### ASSIGNMENT
The expected answer is every line of the material that contains the word "edges".

### MATERIAL FOR THIS TASK
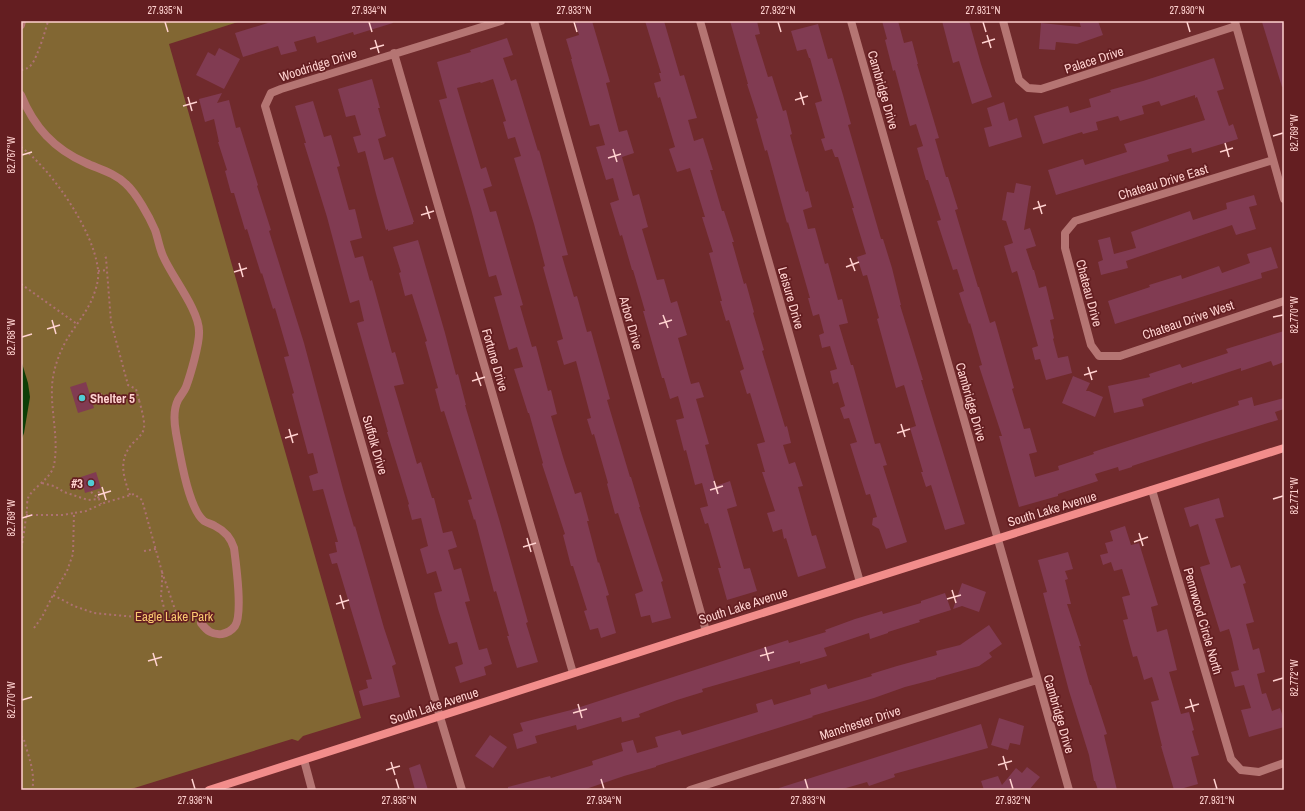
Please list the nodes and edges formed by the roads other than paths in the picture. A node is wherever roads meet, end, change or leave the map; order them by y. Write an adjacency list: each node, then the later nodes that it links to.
1 (22, 21): 8 (street)
2 (501, 21): 9 (street, Woodridge Drive)
3 (534, 21): 22 (street, Arbor Drive)
4 (700, 21): 20 (street, Leisure Drive)
5 (851, 21): 19 (street, Cambridge Drive)
6 (1003, 21): 7 (street, Palace Drive)
7 (1236, 24): 12 (street)
8 (21, 25)
9 (394, 53): 11 (street, Woodridge Drive); 23 (street, Fortune Drive)
10 (21, 95): 21 (street)
11 (265, 106): 25 (street, Suffolk Drive)
12 (1273, 160): 13 (street); 14 (street, Chateau Drive East)
13 (1284, 199)
14 (1065, 233): 16 (street, Chateau Drive)
15 (1284, 301): 16 (street, Chateau Drive West)
16 (1099, 356)
17 (1284, 448): 18 (street, South Lake Avenue)
18 (1152, 490): 19 (street, South Lake Avenue); 27 (street, Pennwood Circle North)
19 (998, 538): 20 (street, South Lake Avenue); 24 (street, Cambridge Drive)
20 (860, 582): 22 (street, South Lake Avenue)
21 (201, 623)
22 (706, 631): 23 (street, South Lake Avenue)
23 (573, 673): 25 (street, South Lake Avenue)
24 (1037, 680): 31 (street, Manchester Drive); 32 (street, Cambridge Drive)
25 (440, 717): 26 (street, South Lake Avenue); 30 (street, Suffolk Drive)
26 (304, 760): 28 (street, South Lake Avenue); 29 (street)
27 (1284, 763)
28 (210, 790)
29 (312, 790)
30 (462, 790)
31 (690, 790)
32 (1068, 790)

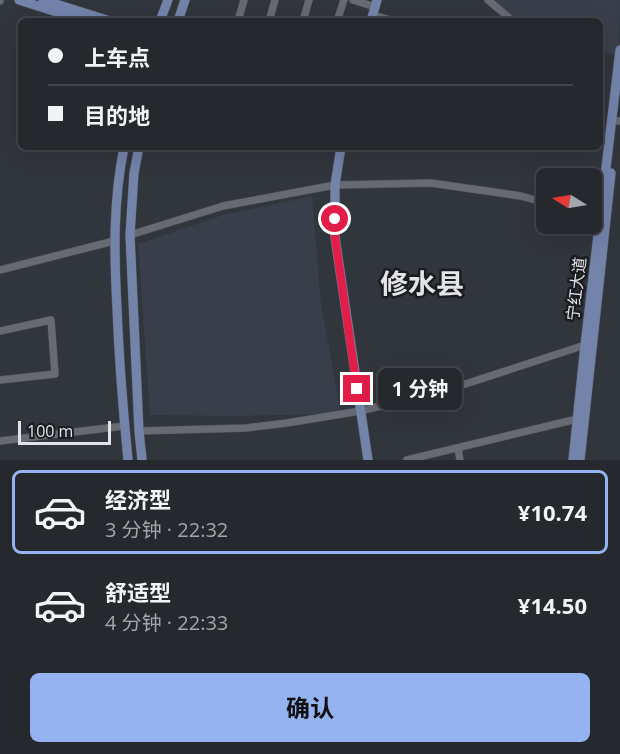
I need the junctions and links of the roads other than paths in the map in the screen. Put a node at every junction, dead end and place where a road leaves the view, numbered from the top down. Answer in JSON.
{"nodes":[{"id":1,"x":19,"y":0,"type":"edge"},
{"id":2,"x":43,"y":0,"type":"edge"},
{"id":3,"x":168,"y":0,"type":"edge"},
{"id":4,"x":185,"y":0,"type":"edge"},
{"id":5,"x":244,"y":0,"type":"edge"},
{"id":6,"x":275,"y":0,"type":"edge"},
{"id":7,"x":309,"y":0,"type":"edge"},
{"id":8,"x":344,"y":0,"type":"edge"},
{"id":9,"x":353,"y":0,"type":"edge"},
{"id":10,"x":488,"y":0,"type":"edge"},
{"id":11,"x":374,"y":11,"type":"edge"},
{"id":12,"x":76,"y":18,"type":"edge"},
{"id":13,"x":100,"y":18,"type":"edge"},
{"id":14,"x":161,"y":18,"type":"edge"},
{"id":15,"x":179,"y":18,"type":"edge"},
{"id":16,"x":239,"y":18,"type":"edge"},
{"id":17,"x":270,"y":18,"type":"edge"},
{"id":18,"x":304,"y":18,"type":"edge"},
{"id":19,"x":338,"y":18,"type":"edge"},
{"id":20,"x":388,"y":18,"type":"edge"},
{"id":21,"x":509,"y":18,"type":"edge"},
{"id":22,"x":620,"y":50,"type":"edge"},
{"id":23,"x":620,"y":101,"type":"edge"},
{"id":24,"x":613,"y":125,"type":"edge"},
{"id":25,"x":123,"y":150,"type":"edge"},
{"id":26,"x":138,"y":150,"type":"edge"},
{"id":27,"x":341,"y":150,"type":"edge"},
{"id":28,"x":602,"y":180,"type":"edge"},
{"id":29,"x":335,"y":185,"type":"junction"},
{"id":30,"x":536,"y":200,"type":"edge"},
{"id":31,"x":594,"y":234,"type":"edge"},
{"id":32,"x":130,"y":235,"type":"junction"},
{"id":33,"x":114,"y":241,"type":"junction"},
{"id":34,"x":0,"y":270,"type":"edge"},
{"id":35,"x":0,"y":331,"type":"edge"},
{"id":36,"x":585,"y":345,"type":"junction"},
{"id":37,"x":0,"y":380,"type":"edge"},
{"id":38,"x":360,"y":411,"type":"junction"},
{"id":39,"x":578,"y":418,"type":"junction"},
{"id":40,"x":124,"y":426,"type":"junction"},
{"id":41,"x":139,"y":430,"type":"junction"},
{"id":42,"x":0,"y":441,"type":"edge"},
{"id":43,"x":458,"y":448,"type":"junction"},
{"id":44,"x":128,"y":460,"type":"edge"},
{"id":45,"x":142,"y":460,"type":"edge"},
{"id":46,"x":368,"y":460,"type":"edge"},
{"id":47,"x":407,"y":460,"type":"edge"},
{"id":48,"x":460,"y":460,"type":"edge"},
{"id":49,"x":573,"y":460,"type":"edge"},
{"id":50,"x":580,"y":460,"type":"edge"}],
"edges":[{"from":1,"to":12,"type":"main road"},
{"from":2,"to":13,"type":"main road"},
{"from":3,"to":14,"type":"main road"},
{"from":4,"to":15,"type":"main road"},
{"from":5,"to":16,"type":"street"},
{"from":6,"to":17,"type":"street"},
{"from":7,"to":18,"type":"street"},
{"from":8,"to":19,"type":"street"},
{"from":9,"to":11,"type":"street"},
{"from":10,"to":21,"type":"street"},
{"from":11,"to":20,"type":"street"},
{"from":22,"to":24,"type":"main road","name":"宁红大道"},
{"from":23,"to":24,"type":"main road","name":"宁红大道"},
{"from":24,"to":28,"type":"main road","name":"宁红大道"},
{"from":24,"to":50,"type":"main road","name":"宁红大道"},
{"from":25,"to":33,"type":"main road"},
{"from":26,"to":32,"type":"main road"},
{"from":27,"to":29,"type":"main road"},
{"from":29,"to":30,"type":"street"},
{"from":29,"to":32,"type":"street"},
{"from":29,"to":38,"type":"main road"},
{"from":31,"to":36,"type":"main road","name":"宁红大道"},
{"from":32,"to":41,"type":"main road"},
{"from":33,"to":34,"type":"street"},
{"from":33,"to":40,"type":"main road"},
{"from":35,"to":37,"type":"street"},
{"from":36,"to":38,"type":"street"},
{"from":36,"to":39,"type":"main road","name":"宁红大道"},
{"from":38,"to":41,"type":"street"},
{"from":38,"to":46,"type":"main road"},
{"from":39,"to":43,"type":"street"},
{"from":39,"to":49,"type":"main road","name":"宁红大道"},
{"from":40,"to":42,"type":"street"},
{"from":40,"to":44,"type":"main road"},
{"from":41,"to":45,"type":"main road"},
{"from":43,"to":47,"type":"street"},
{"from":43,"to":48,"type":"street"}]}
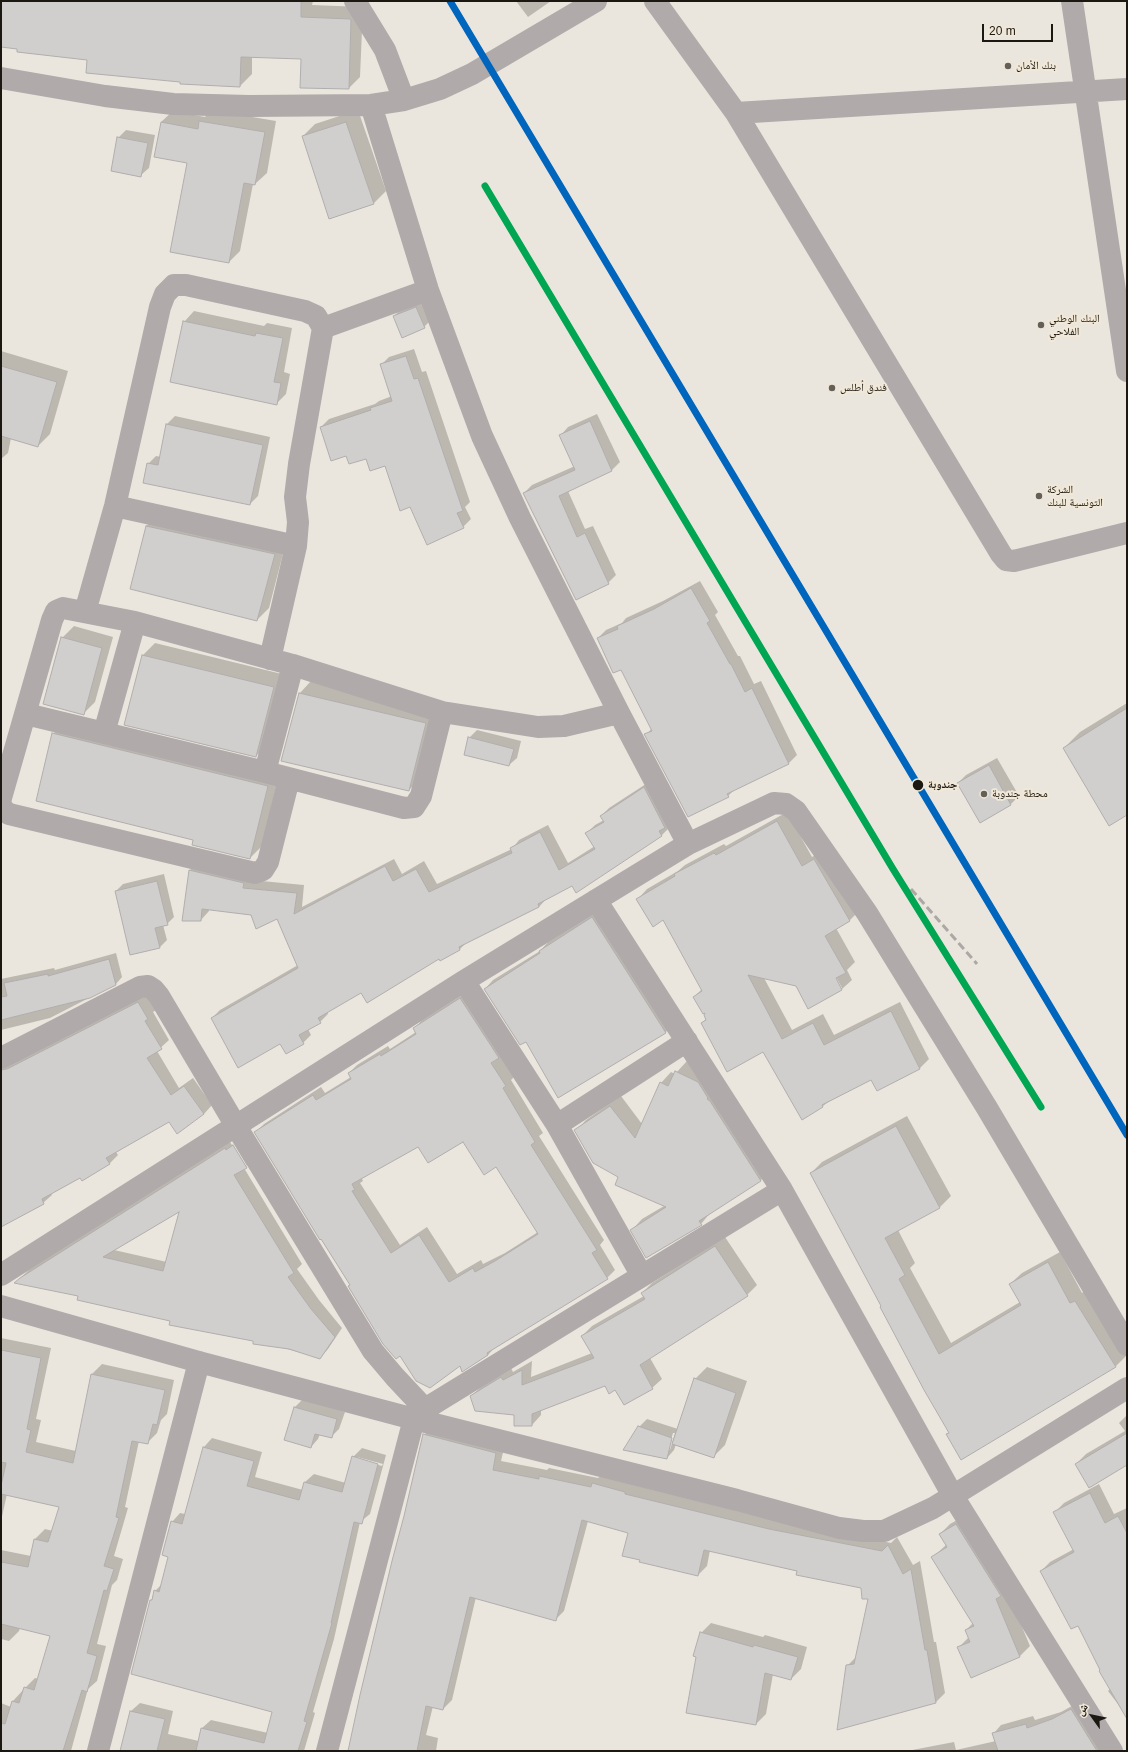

### SOLVED EXERCISE
Please list the nodes and edges formed by the roads other than paths in the picture. A node is wherever roads meet, end, change or leave the map; order them by y. Write an adjacency list: each node, then the later nodes that it links to.
"edges":[{"from":1,"to":12,"type":"main road"},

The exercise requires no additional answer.